Achelous-class World War II ship

USS Agenor (ARL-3) was one of 39 landing craft repair ships built for the United States Navy during World War II. Named for Agenor (in history and in Greek mythology, a king of Tyre), she was the only U.S. Naval vessel to bear the name.

==Construction and career==
Originally projected as LST-490, an , this ship was redesignated ARL-3 and named Agenor on 13 January 1943. She was laid down on 24 January 1943, MC hull 1010, by Kaiser Shipyards, Yard No. 4, Richmond, California; launched on 3 April 1943; and commissioned at San Francisco, on 20 August 1943.

===Service in the United States Navy===
From December 1943 through 9 June 1944, Agenor provided repair services to numerous landing craft operating in the Solomon, Russell, and Marshall Islands. On 9 June, the repair ship got underway for the Marianas. Eight days later, Japanese torpedo bombers attacked Agenors convoy. Despite several near misses, the ship continued on safely to waters off Saipan where she arrived on 24 June.

Agenor was then assigned duty with a salvage group, Task Group 52.7 (TG 52.7). While air raids were a constant threat, the vessel carried out her work successfully. On 15 July, she moved to Tinian to supply services to invasion forces there.
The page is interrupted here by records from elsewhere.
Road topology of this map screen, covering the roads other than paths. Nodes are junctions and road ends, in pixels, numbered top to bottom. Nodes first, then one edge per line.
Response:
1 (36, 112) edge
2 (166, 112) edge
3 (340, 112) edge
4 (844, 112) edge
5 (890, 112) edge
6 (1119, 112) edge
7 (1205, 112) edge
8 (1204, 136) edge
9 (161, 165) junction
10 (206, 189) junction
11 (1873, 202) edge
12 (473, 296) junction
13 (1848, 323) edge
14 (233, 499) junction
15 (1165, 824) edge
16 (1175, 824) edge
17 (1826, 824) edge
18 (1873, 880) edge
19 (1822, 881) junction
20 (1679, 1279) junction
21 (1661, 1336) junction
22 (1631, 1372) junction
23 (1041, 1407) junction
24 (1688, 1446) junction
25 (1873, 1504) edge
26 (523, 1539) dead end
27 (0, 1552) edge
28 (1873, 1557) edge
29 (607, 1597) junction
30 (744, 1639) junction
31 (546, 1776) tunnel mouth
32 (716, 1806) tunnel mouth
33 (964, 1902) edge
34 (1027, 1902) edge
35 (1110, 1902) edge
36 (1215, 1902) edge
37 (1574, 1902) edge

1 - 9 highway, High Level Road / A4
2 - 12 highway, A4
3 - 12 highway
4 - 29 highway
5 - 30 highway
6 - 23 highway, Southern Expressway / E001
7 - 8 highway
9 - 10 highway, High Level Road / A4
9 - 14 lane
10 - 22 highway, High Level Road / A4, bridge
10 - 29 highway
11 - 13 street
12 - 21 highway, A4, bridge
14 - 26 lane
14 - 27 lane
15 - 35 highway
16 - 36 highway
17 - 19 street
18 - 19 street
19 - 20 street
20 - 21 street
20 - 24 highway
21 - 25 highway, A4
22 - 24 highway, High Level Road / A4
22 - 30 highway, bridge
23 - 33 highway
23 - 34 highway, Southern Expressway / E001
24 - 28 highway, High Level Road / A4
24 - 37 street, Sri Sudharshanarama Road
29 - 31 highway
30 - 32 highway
The ship sailed to Guam in early August, and reported to Task Force 53 (TF 53). That island was her base of operations through 2 October, when the ship shifted to Ulithi in the Carolines. Agenor returned to Guam on 10 February 1945, to prepare for the Iwo Jima landings.

On 20 February, the repair ship arrived off Iwo Jima and joined TG 51.3. During the operations there, Agenor carried out her work despite air attack and heavy seas. The ship remained at Iwo Jima until 25 June. She then got underway for Saipan, where she dropped anchor on 29 June.
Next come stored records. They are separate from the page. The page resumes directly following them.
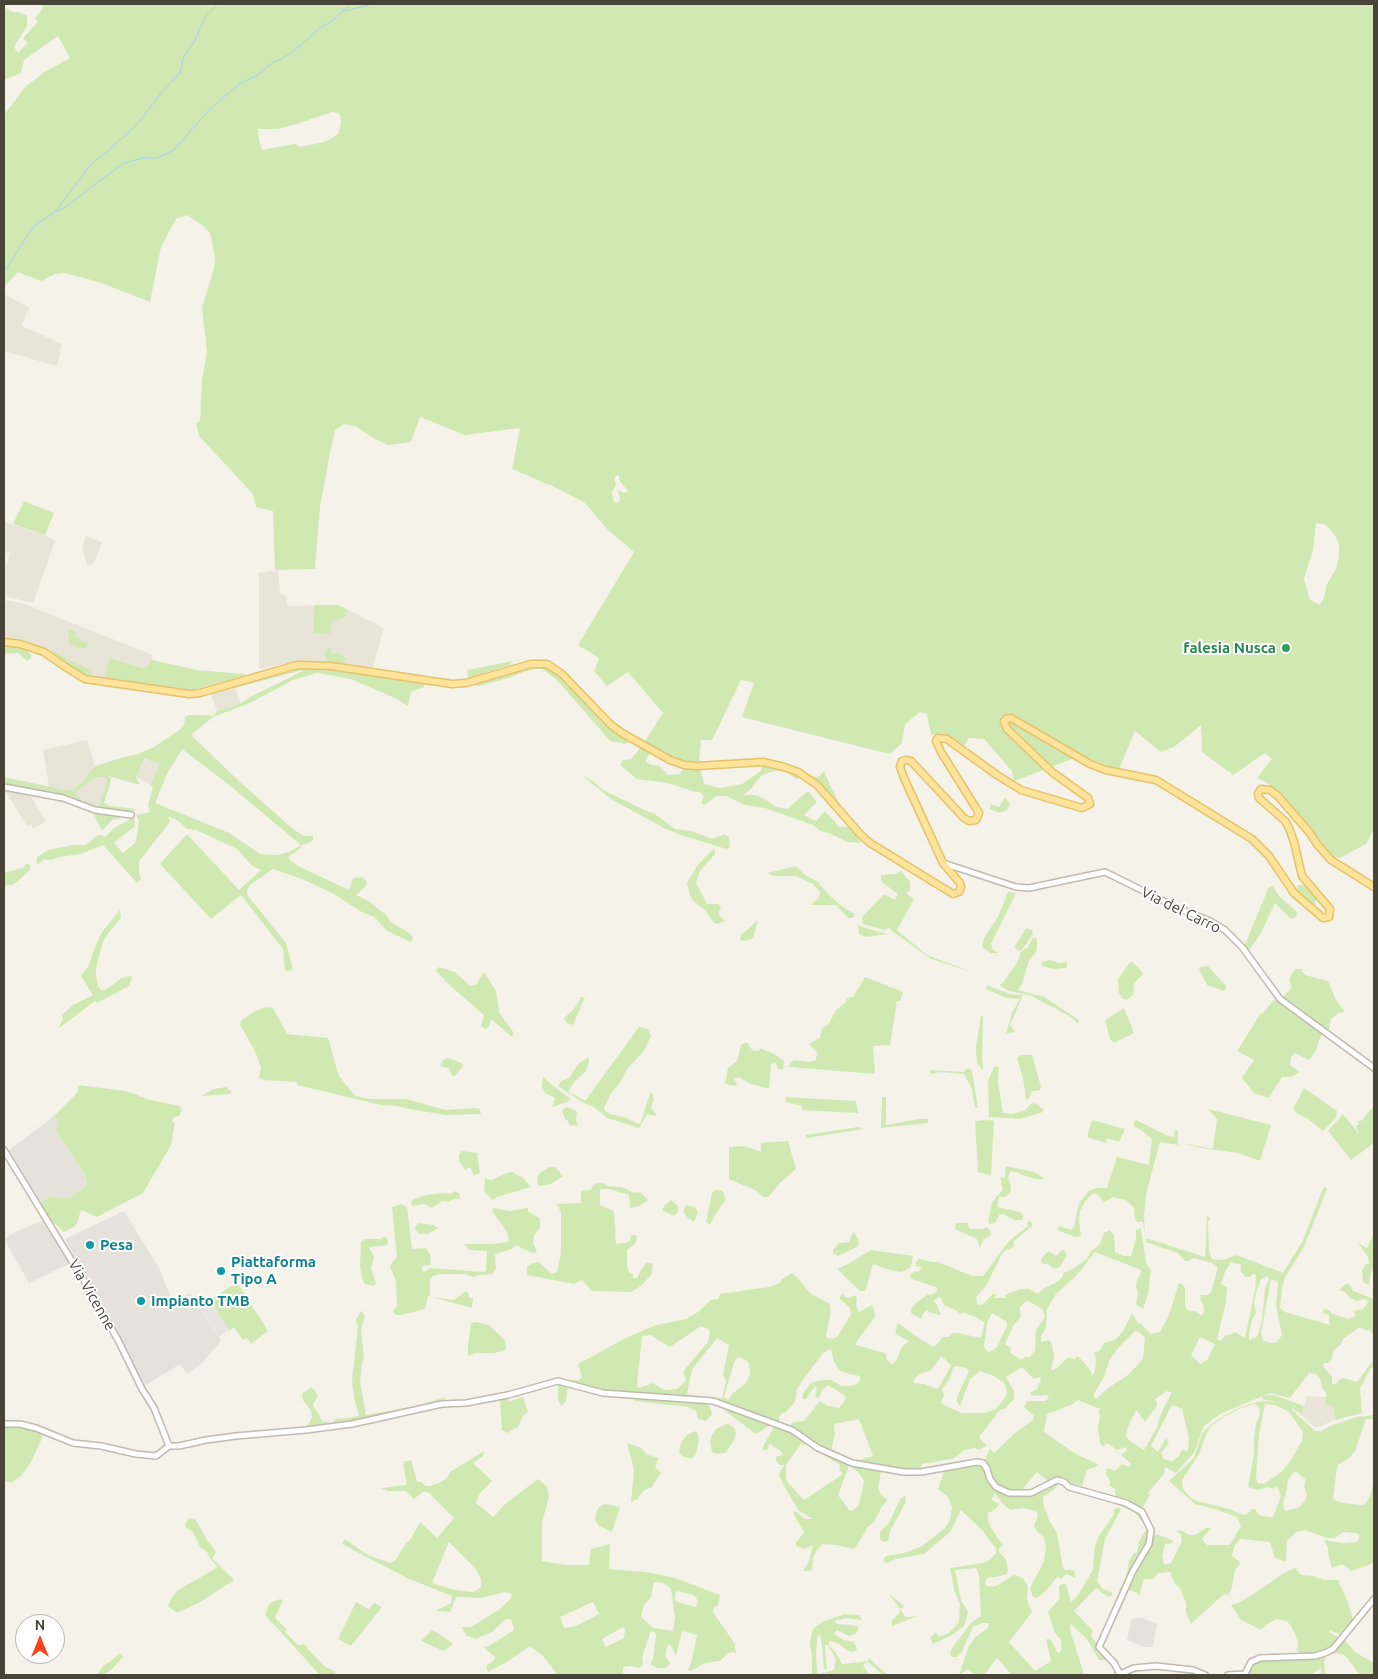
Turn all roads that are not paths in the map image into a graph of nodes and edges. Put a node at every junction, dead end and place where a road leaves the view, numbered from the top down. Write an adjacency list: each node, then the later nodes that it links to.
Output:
1 (4, 642): 4 (main road)
2 (4, 787): 3 (street)
3 (131, 815)
4 (943, 863): 5 (main road); 6 (street, Via del Carro)
5 (1374, 886)
6 (1374, 1068)
7 (4, 1150): 9 (street, Via Vicenne)
8 (4, 1424): 9 (street)
9 (169, 1446): 11 (street)
10 (1374, 1599): 13 (street)
11 (1119, 1674): 12 (street)
12 (1205, 1675)
13 (1228, 1675)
Soon after reporting to Service Squadron 10 for duty, Agenor left Saipan bound for Hawaii and a much-needed overhaul. The vessel reached Pearl Harbor on 18 July and entered the navy yard. The Japanese surrender found the ship still undergoing repairs at Pearl Harbor. Upon completion of the yard work, Agenor served in the Hawaiian operating area until placed out of commission, in reserve, on 15 November 1946.

===Service in the French Navy===
Agenor was transferred to the government of France on 2 March 1951, under the terms of the Mutual Defense Assistance Act and renamed RFS Vulcain (A656). Her name was struck from the Naval Vessel Register on 26 March 1951.

In 1952, she was present in Indochina to support the First Indochina War by transporting troops and repairing launching crafts.

She took part in Operation Hirondelle in July 1953.

On 15 September 1957, she was transferred to the Republic of China with the help of the United States.
Vulcain participating in Operation Hirondelle, July 1953

===Service in the Republic of China Navy===
Transferred by France to the Republic of China Navy in 1957 and renamed ROCS Shung Shan (ARL-336). The ship was handed over to Taiwan by the United States in Subic Bay, Philippines on 15 September 1957. Only by 20 September 1957, she arrived in Taiwan to be commissioned.

Before the ship was received, Taiwan had a self-modified repair ship. It was during the 1952 Retreat of the Government of the Republic of China to Taiwan on the offshore islands of Zhejiang. Due to the serious damage of the other repair ship, the ship returned to Keelung was too time-consuming and dangerous for repairs, so she had to choice but to be in combat. The landing ship ROCS Chung Chuan (LST-221) was converted into a repair ship and renamed ROCS Heng Shan (ARL-335), and was stationed at the battlefield. When the Song Shan was put into service in 1957, Heng Shan was changed again but back to the original name and number.

She was later renamed ROCS Tai Wu (AP-520) in 1968.

The ship was decommissioned in April 1983.

==Awards==
Agenor earned three battle stars for her World War II service.